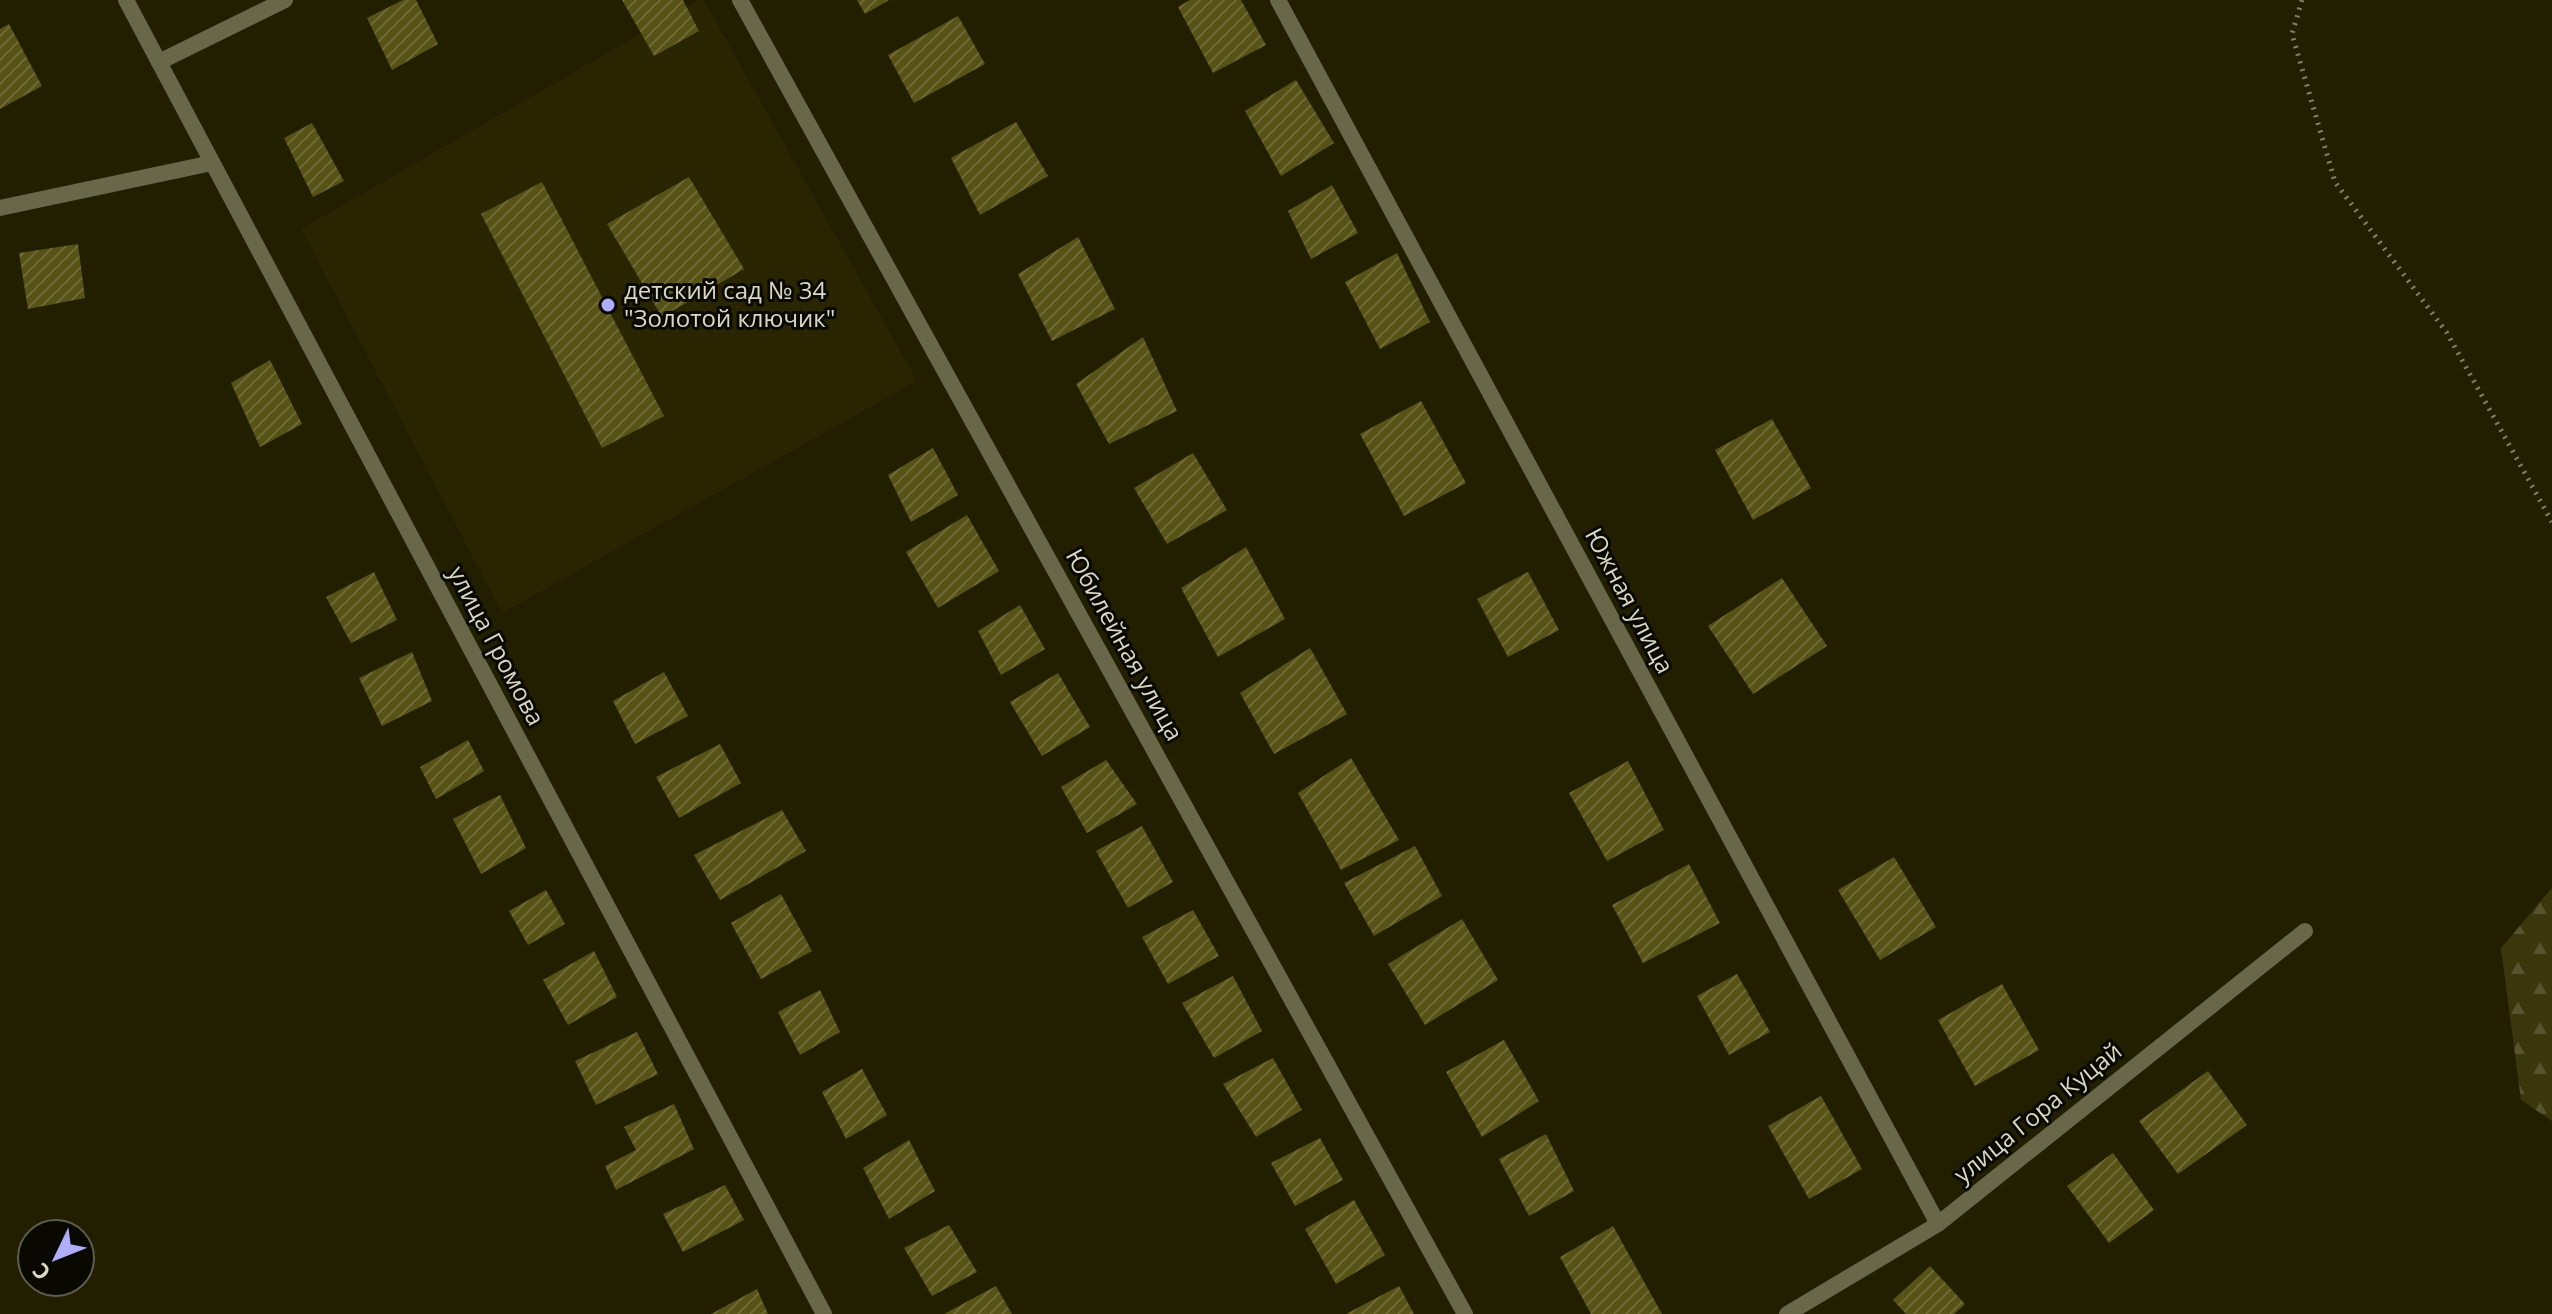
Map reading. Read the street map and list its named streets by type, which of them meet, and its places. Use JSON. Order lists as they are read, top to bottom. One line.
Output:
{"streets":{"street":["Южная улица","Юбилейная улица","улица Громова","улица Гора Куцай"]},"crossings":[["Южная улица","улица Гора Куцай"]],"places":["детский сад № 34 \"Золотой ключик\""],"north":"bottom left"}
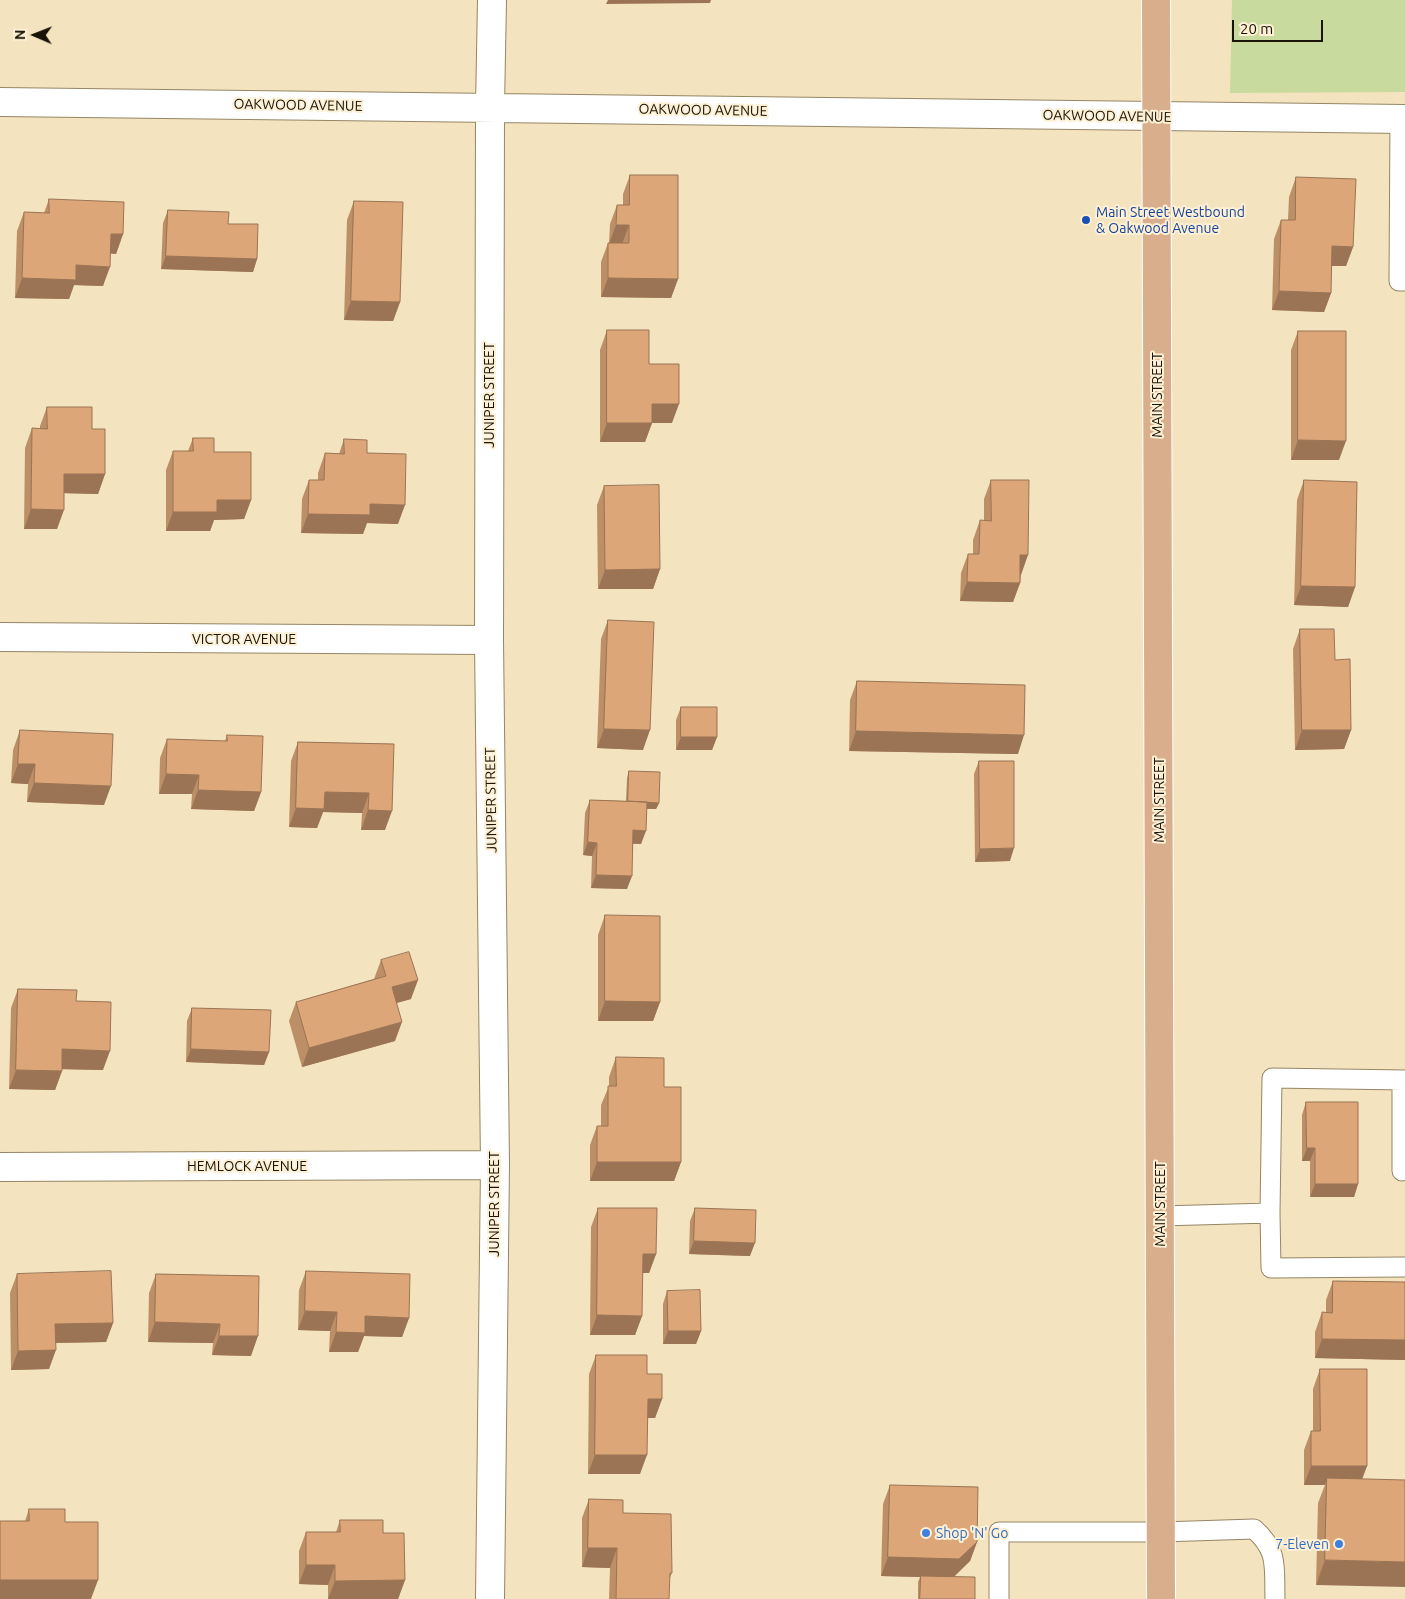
= = = =
EXERCISE REQUIREMENTS – Could you give the listing above again word for word, without any pictures?

WRITTEN RESPONSE –
Map reading. Read the street map and list its named streets by type, which of them meet, and its places. Use JSON. Order lists as they are read, top to bottom. One line.
Output:
{"streets":{"street":["Южная улица","Юбилейная улица","улица Громова","улица Гора Куцай"]},"crossings":[["Южная улица","улица Гора Куцай"]],"places":["детский сад № 34 \"Золотой ключик\""],"north":"bottom left"}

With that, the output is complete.